== DATA TO USE ==

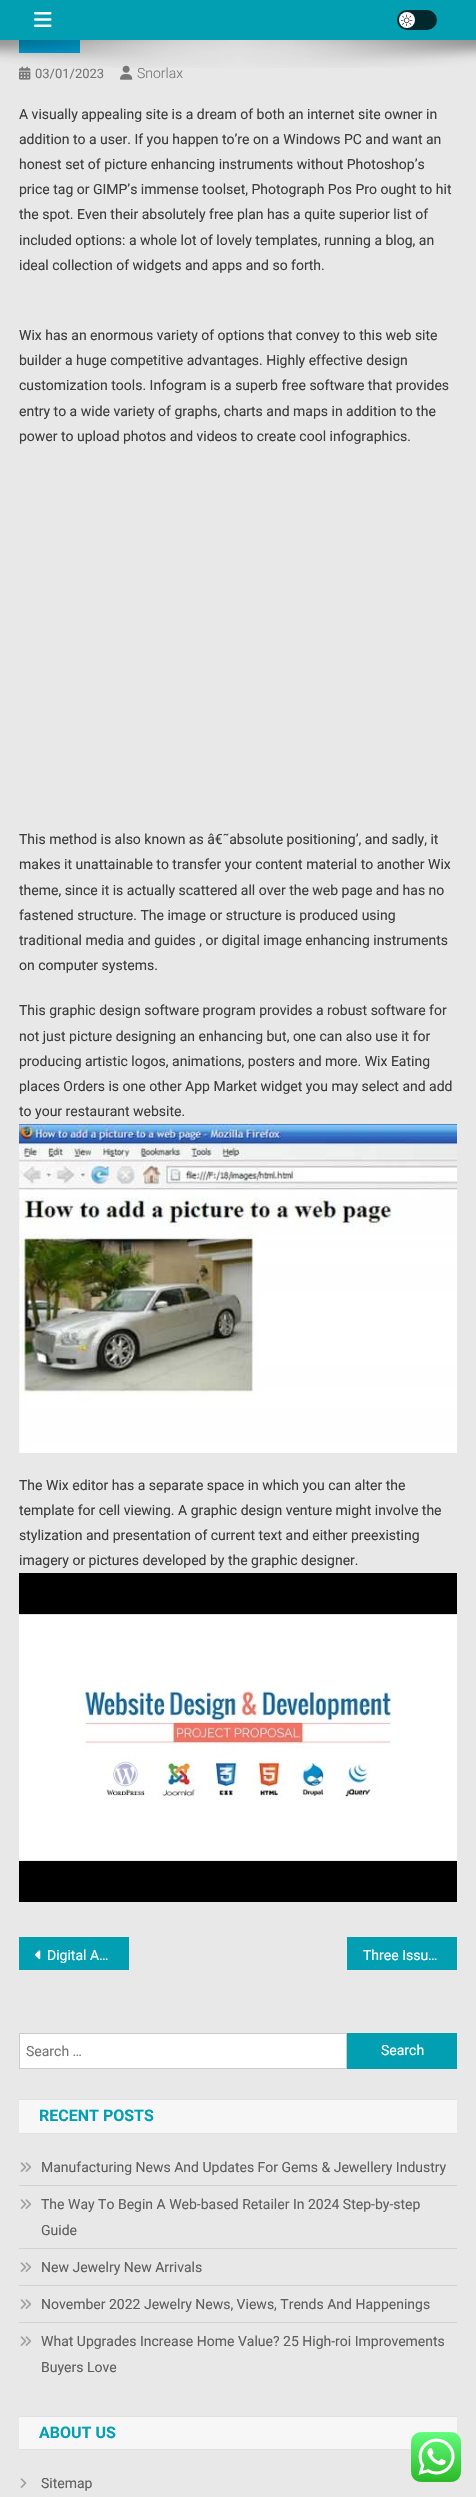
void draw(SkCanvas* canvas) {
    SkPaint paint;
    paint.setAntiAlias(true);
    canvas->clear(0xFFE8E8E8);
    paint.setColor(0xFF029FB2);
    canvas->drawRect(SkRect::MakeXYWH(0, 0, 476, 40), paint);
    canvas->drawImageRect(SkImages::DeferredFromEncodedData(SkData::MakeFromFileName("img1.png")), SkRect::MakeXYWH(34, 12, 18, 15), SkSamplingOptions());
    paint.setColor(0xFF01282D);
    canvas->drawRoundRect(SkRect::MakeXYWH(397, 10, 40, 20), 10, 10, paint);
    paint.setColor(0xFFFFFFFF);
    canvas->drawCircle(407, 20, 8, paint);
    canvas->drawImageRect(SkImages::DeferredFromEncodedData(SkData::MakeFromFileName("img2.png")), SkRect::MakeXYWH(401, 14, 12, 12), SkSamplingOptions());
    paint.setColor(0xFF00A9E0);
    canvas->drawRect(SkRect::MakeXYWH(19, 40, 61, 13), paint);
    canvas->drawImageRect(SkImages::DeferredFromEncodedData(SkData::MakeFromFileName("img4.png")), SkRect::MakeXYWH(19, 66, 12, 14), SkSamplingOptions());
    canvas->drawImageRect(SkImages::DeferredFromEncodedData(SkData::MakeFromFileName("img5.png")), SkRect::MakeXYWH(120, 65, 13, 15), SkSamplingOptions());
    SkFont font1(fontMgr->matchFamilyStyle("Roboto", SkFontStyle(300, SkFontStyle::kNormal_Width, SkFontStyle::kUpright_Slant)), 14);
    font1.setSubpixel(true);
    paint.setColor(0xFF767676);
    canvas->drawString("Snorlax", 137, 78, font1, paint);
    canvas->drawImageRect(SkImages::DeferredFromEncodedData(SkData::MakeFromFileName("img3.png")), SkRect::MakeXYWH(0, 40, 476, 28), SkSamplingOptions());
    SkFont font2(fontMgr->matchFamilyStyle("Roboto", SkFontStyle::Normal()), 13);
    font2.setSubpixel(true);
    canvas->drawString("03/01/2023", 35, 78, font2, paint);
    SkFont font3(fontMgr->matchFamilyStyle("Roboto", SkFontStyle::Normal()), 14);
    font3.setSubpixel(true);
    paint.setColor(0xFF3D3D3D);
    canvas->drawString("A visually appealing site is a dream of both an internet site owner in", 19, 119, font3, paint);
    canvas->drawString("addition to a user. If you happen to’re on a Windows PC and want an", 19, 144, font3, paint);
    canvas->drawString("honest set of picture enhancing instruments without Photoshop’s", 19, 169, font3, paint);
    canvas->drawString("price tag or GIMP’s immense toolset, Photograph Pos Pro ought to hit", 19, 194, font3, paint);
    canvas->drawString("the spot. Even their absolutely free plan has a quite superior list of", 19, 219, font3, paint);
    canvas->drawString("included options: a whole lot of lovely templates, running a blog, an", 19, 245, font3, paint);
    canvas->drawString("ideal collection of widgets and apps and so forth.", 19, 270, font3, paint);
    canvas->drawString("Wix has an enormous variety of options that convey to this web site", 19, 340, font3, paint);
    canvas->drawString("builder a huge competitive advantages. Highly effective design", 19, 365, font3, paint);
    canvas->drawString("customization tools. Infogram is a superb free software that provides", 19, 390, font3, paint);
    canvas->drawString("entry to a wide variety of graphs, charts and maps in addition to the", 19, 416, font3, paint);
    canvas->drawString("power to upload photos and videos to create cool infographics.", 19, 441, font3, paint);
    canvas->drawString("This method is also known as â€˜absolute positioning’, and sadly, it", 19, 844, font3, paint);
    canvas->drawString("makes it unattainable to transfer your content material to another Wix", 19, 869, font3, paint);
    canvas->drawString("theme, since it is actually scattered all over the web page and has no", 19, 895, font3, paint);
    canvas->drawString("fastened structure. The image or structure is produced using", 19, 920, font3, paint);
    canvas->drawString("traditional media and guides , or digital image enhancing instruments", 19, 945, font3, paint);
    canvas->drawString("on computer systems.", 19, 970, font3, paint);
    canvas->drawString("This graphic design software program provides a robust software for", 19, 1015, font3, paint);
    canvas->drawString("not just picture designing an enhancing but, one can also use it for", 19, 1041, font3, paint);
    canvas->drawString("producing artistic logos, animations, posters and more. Wix Eating", 19, 1066, font3, paint);
    canvas->drawString("places Orders is one other App Market widget you may select and add", 19, 1091, font3, paint);
    canvas->drawString("to your restaurant website.", 19, 1116, font3, paint);
    canvas->drawImageRect(SkImages::DeferredFromEncodedData(SkData::MakeFromFileName("img6.png")), SkRect::MakeXYWH(19, 1124, 438, 329), SkSamplingOptions());
    canvas->drawString("The Wix editor has a separate space in which you can alter the", 19, 1490, font3, paint);
    canvas->drawString("template for cell viewing. A graphic design venture might involve the", 19, 1515, font3, paint);
    canvas->drawString("stylization and presentation of current text and either preexisting", 19, 1540, font3, paint);
    canvas->drawString("imagery or pictures developed by the graphic designer.", 19, 1565, font3, paint);
    canvas->drawImageRect(SkImages::DeferredFromEncodedData(SkData::MakeFromFileName("img7.png")), SkRect::MakeXYWH(19, 1573, 438, 329), SkSamplingOptions());
    paint.setColor(0xFF029FB2);
    canvas->drawRect(SkRect::MakeXYWH(19, 1937, 110, 33), paint);
    canvas->drawImageRect(SkImages::DeferredFromEncodedData(SkData::MakeFromFileName("img8.png")), SkRect::MakeXYWH(35, 1950, 6, 10), SkSamplingOptions());
    paint.setColor(0xFFFFFFFF);
    canvas->drawString("Digital A…", 47, 1960, font3, paint);
    paint.setColor(0xFF029FB2);
    canvas->drawRect(SkRect::MakeXYWH(347, 1937, 110, 33), paint);
    paint.setColor(0xFFFFFFFF);
    canvas->drawString("Three Issu…", 363, 1960, font3, paint);
    canvas->drawRect(SkRect::MakeXYWH(19.5f, 2033.5f, 327, 35), paint);
    paint.setStyle(SkPaint::kStroke_Style);
    paint.setStrokeWidth(1);
    paint.setColor(0xFFCCCCCC);
    canvas->drawRect(SkRect::MakeXYWH(19.5f, 2033.5f, 327, 35), paint);
    paint.setStyle(SkPaint::kFill_Style);
    paint.setColor(0xFF767676);
    canvas->drawString("Search …", 26, 2056, font3, paint);
    paint.setColor(0xFF029FB2);
    canvas->drawRect(SkRect::MakeXYWH(347, 2033, 110, 36), paint);
    paint.setColor(0xFFFFFFFF);
    canvas->drawString("Search", 381, 2055, font3, paint);
    paint.setColor(0xFFF7F7F7);
    canvas->drawRect(SkRect::MakeXYWH(19, 2100, 438, 33), paint);
    paint.setColor(0xFFE1E1E1);
    canvas->drawRect(SkRect::MakeXYWH(19, 2099, 438, 1), paint);
    canvas->drawRect(SkRect::MakeXYWH(19, 2133, 438, 1), paint);
    SkFont font4(fontMgr->matchFamilyStyle("Roboto", SkFontStyle::Bold()), 16);
    font4.setSubpixel(true);
    paint.setColor(0xFF029FB2);
    canvas->drawString("RECENT POSTS", 39, 2121, font4, paint);
    paint.setColor(0xFFD1D1D1);
    canvas->drawRect(SkRect::MakeXYWH(19, 2185, 438, 1), paint);
    canvas->drawImageRect(SkImages::DeferredFromEncodedData(SkData::MakeFromFileName("img9.png")), SkRect::MakeXYWH(20, 2162, 12, 10), SkSamplingOptions());
    paint.setColor(0xFF5F5F5F);
    canvas->drawString("Manufacturing News And Updates For Gems & Jewellery Industry", 41, 2172, font3, paint);
    paint.setColor(0xFFD1D1D1);
    canvas->drawRect(SkRect::MakeXYWH(19, 2248, 438, 1), paint);
    canvas->drawImageRect(SkImages::DeferredFromEncodedData(SkData::MakeFromFileName("img9.png")), SkRect::MakeXYWH(20, 2199, 12, 10), SkSamplingOptions());
    paint.setColor(0xFF5F5F5F);
    canvas->drawString("The Way To Begin A Web-based Retailer In 2024 Step-by-step", 41, 2209, font3, paint);
    canvas->drawString("Guide", 41, 2235, font3, paint);
    paint.setColor(0xFFD1D1D1);
    canvas->drawRect(SkRect::MakeXYWH(19, 2285, 438, 1), paint);
    canvas->drawImageRect(SkImages::DeferredFromEncodedData(SkData::MakeFromFileName("img9.png")), SkRect::MakeXYWH(20, 2262, 12, 10), SkSamplingOptions());
    paint.setColor(0xFF5F5F5F);
    canvas->drawString("New Jewelry New Arrivals", 41, 2272, font3, paint);
    paint.setColor(0xFFD1D1D1);
    canvas->drawRect(SkRect::MakeXYWH(19, 2322, 438, 1), paint);
    canvas->drawImageRect(SkImages::DeferredFromEncodedData(SkData::MakeFromFileName("img9.png")), SkRect::MakeXYWH(20, 2299, 12, 10), SkSamplingOptions());
    paint.setColor(0xFF5F5F5F);
    canvas->drawString("November 2022 Jewelry News, Views, Trends And Happenings", 41, 2309, font3, paint);
    canvas->drawImageRect(SkImages::DeferredFromEncodedData(SkData::MakeFromFileName("img9.png")), SkRect::MakeXYWH(20, 2336, 12, 10), SkSamplingOptions());
    canvas->drawString("What Upgrades Increase Home Value? 25 High-roi Improvements", 41, 2346, font3, paint);
    canvas->drawString("Buyers Love", 41, 2372, font3, paint);
    paint.setColor(0xFFF7F7F7);
    canvas->drawRect(SkRect::MakeXYWH(19, 2417, 438, 32), paint);
    paint.setColor(0xFFE1E1E1);
    canvas->drawRect(SkRect::MakeXYWH(19, 2416, 438, 1), paint);
    canvas->drawRect(SkRect::MakeXYWH(19, 2449, 392, 1), paint);
    paint.setColor(0xFF029FB2);
    canvas->drawString("ABOUT US", 39, 2438, font4, paint);
    canvas->drawImageRect(SkImages::DeferredFromEncodedData(SkData::MakeFromFileName("img10.png")), SkRect::MakeXYWH(20, 2478, 7, 10), SkSamplingOptions());
    paint.setColor(0xFF5F5F5F);
    canvas->drawString("Sitemap", 41, 2488, font3, paint);
    canvas->drawImageRect(SkImages::DeferredFromEncodedData(SkData::MakeFromFileName("img11.png")), SkRect::MakeXYWH(411, 2432, 50, 50), SkSamplingOptions());
}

== DIRECTIONS ==
Copy exactly the lines from the first line of the records above through the line with "78, font1, paint);", both included, and nothing else. Pictures stay out.

== FINISHED EXERCISE ==
void draw(SkCanvas* canvas) {
    SkPaint paint;
    paint.setAntiAlias(true);
    canvas->clear(0xFFE8E8E8);
    paint.setColor(0xFF029FB2);
    canvas->drawRect(SkRect::MakeXYWH(0, 0, 476, 40), paint);
    canvas->drawImageRect(SkImages::DeferredFromEncodedData(SkData::MakeFromFileName("img1.png")), SkRect::MakeXYWH(34, 12, 18, 15), SkSamplingOptions());
    paint.setColor(0xFF01282D);
    canvas->drawRoundRect(SkRect::MakeXYWH(397, 10, 40, 20), 10, 10, paint);
    paint.setColor(0xFFFFFFFF);
    canvas->drawCircle(407, 20, 8, paint);
    canvas->drawImageRect(SkImages::DeferredFromEncodedData(SkData::MakeFromFileName("img2.png")), SkRect::MakeXYWH(401, 14, 12, 12), SkSamplingOptions());
    paint.setColor(0xFF00A9E0);
    canvas->drawRect(SkRect::MakeXYWH(19, 40, 61, 13), paint);
    canvas->drawImageRect(SkImages::DeferredFromEncodedData(SkData::MakeFromFileName("img4.png")), SkRect::MakeXYWH(19, 66, 12, 14), SkSamplingOptions());
    canvas->drawImageRect(SkImages::DeferredFromEncodedData(SkData::MakeFromFileName("img5.png")), SkRect::MakeXYWH(120, 65, 13, 15), SkSamplingOptions());
    SkFont font1(fontMgr->matchFamilyStyle("Roboto", SkFontStyle(300, SkFontStyle::kNormal_Width, SkFontStyle::kUpright_Slant)), 14);
    font1.setSubpixel(true);
    paint.setColor(0xFF767676);
    canvas->drawString("Snorlax", 137, 78, font1, paint);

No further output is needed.